The records
-*-

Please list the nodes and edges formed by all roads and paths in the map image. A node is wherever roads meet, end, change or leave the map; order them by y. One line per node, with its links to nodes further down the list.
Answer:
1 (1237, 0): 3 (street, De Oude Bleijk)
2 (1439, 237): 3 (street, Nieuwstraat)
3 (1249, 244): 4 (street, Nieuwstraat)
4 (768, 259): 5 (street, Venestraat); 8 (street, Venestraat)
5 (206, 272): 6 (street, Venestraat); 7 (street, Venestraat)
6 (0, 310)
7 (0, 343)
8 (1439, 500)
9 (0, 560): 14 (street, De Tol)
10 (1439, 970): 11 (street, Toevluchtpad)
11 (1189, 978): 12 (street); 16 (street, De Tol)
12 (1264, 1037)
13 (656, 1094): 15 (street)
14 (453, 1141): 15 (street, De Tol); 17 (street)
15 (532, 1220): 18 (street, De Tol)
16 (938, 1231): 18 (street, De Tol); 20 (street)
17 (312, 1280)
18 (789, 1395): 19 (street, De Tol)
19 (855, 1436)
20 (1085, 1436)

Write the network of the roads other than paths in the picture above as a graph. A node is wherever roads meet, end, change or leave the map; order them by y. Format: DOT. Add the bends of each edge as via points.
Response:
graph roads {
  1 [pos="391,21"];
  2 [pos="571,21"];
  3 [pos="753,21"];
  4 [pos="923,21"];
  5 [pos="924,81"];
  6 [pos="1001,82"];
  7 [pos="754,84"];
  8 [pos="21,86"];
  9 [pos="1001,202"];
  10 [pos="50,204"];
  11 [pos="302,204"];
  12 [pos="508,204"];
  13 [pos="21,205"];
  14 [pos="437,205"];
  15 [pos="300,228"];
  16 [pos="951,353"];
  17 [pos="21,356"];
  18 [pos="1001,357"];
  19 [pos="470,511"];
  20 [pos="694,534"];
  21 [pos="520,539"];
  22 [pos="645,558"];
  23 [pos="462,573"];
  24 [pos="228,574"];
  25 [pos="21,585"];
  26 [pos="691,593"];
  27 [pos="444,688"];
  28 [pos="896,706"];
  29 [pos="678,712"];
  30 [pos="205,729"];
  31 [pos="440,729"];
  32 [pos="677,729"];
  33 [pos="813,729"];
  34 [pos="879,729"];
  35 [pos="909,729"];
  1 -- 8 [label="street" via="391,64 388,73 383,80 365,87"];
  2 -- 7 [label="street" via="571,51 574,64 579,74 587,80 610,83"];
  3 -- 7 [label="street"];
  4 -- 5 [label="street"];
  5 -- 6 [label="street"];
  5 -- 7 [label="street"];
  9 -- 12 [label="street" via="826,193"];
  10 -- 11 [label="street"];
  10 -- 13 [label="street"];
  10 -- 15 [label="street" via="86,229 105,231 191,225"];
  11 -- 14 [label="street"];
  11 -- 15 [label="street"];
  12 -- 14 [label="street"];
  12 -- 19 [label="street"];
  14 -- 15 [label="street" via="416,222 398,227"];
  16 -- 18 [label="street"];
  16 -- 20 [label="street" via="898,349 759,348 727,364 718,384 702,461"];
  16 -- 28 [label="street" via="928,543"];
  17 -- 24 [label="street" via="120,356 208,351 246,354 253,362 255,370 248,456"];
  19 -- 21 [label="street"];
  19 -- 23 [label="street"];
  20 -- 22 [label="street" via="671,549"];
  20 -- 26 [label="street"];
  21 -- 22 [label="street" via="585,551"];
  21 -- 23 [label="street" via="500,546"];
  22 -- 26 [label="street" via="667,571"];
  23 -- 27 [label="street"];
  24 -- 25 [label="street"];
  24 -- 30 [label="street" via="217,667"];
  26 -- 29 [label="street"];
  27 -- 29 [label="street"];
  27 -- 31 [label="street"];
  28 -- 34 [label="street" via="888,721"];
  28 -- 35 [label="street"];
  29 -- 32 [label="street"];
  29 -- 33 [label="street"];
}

-*-

Work required
If a line in the material contains "graph", show it.

Answer for this exercise
Write the network of the roads other than paths in the picture above as a graph. A node is wherever roads meet, end, change or leave the map; order them by y. Format: DOT. Add the bends of each edge as via points.
graph roads {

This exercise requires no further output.